(MATERIAL FOR THE TASK begins)

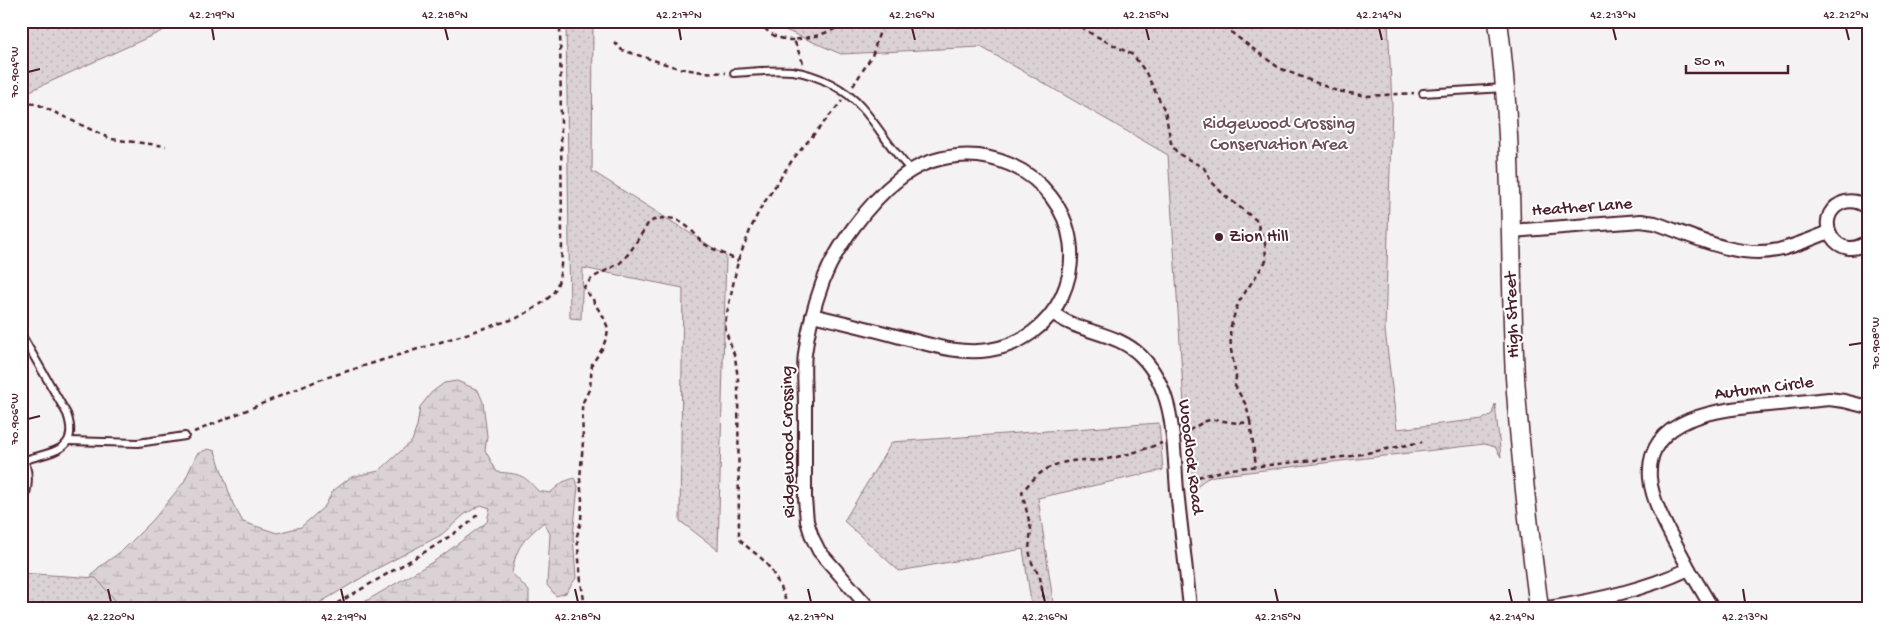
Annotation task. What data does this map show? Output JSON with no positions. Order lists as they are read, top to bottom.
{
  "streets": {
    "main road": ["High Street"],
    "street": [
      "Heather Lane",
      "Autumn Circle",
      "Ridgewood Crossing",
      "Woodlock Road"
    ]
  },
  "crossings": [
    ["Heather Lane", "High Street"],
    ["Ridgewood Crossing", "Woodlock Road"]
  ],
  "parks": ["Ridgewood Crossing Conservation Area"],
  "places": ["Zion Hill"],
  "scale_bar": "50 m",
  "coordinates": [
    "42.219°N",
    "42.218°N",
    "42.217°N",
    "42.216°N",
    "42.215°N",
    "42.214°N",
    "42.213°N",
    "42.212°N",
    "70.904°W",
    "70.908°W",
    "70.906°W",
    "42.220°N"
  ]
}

(MATERIAL FOR THE TASK ends)

= WHAT THE TASK ASKS =
This exercise calls for the records to be given again exactly, without the images.

= SOLUTION FOR THIS TASK =
Annotation task. What data does this map show? Output JSON with no positions. Order lists as they are read, top to bottom.
{
  "streets": {
    "main road": ["High Street"],
    "street": [
      "Heather Lane",
      "Autumn Circle",
      "Ridgewood Crossing",
      "Woodlock Road"
    ]
  },
  "crossings": [
    ["Heather Lane", "High Street"],
    ["Ridgewood Crossing", "Woodlock Road"]
  ],
  "parks": ["Ridgewood Crossing Conservation Area"],
  "places": ["Zion Hill"],
  "scale_bar": "50 m",
  "coordinates": [
    "42.219°N",
    "42.218°N",
    "42.217°N",
    "42.216°N",
    "42.215°N",
    "42.214°N",
    "42.213°N",
    "42.212°N",
    "70.904°W",
    "70.908°W",
    "70.906°W",
    "42.220°N"
  ]
}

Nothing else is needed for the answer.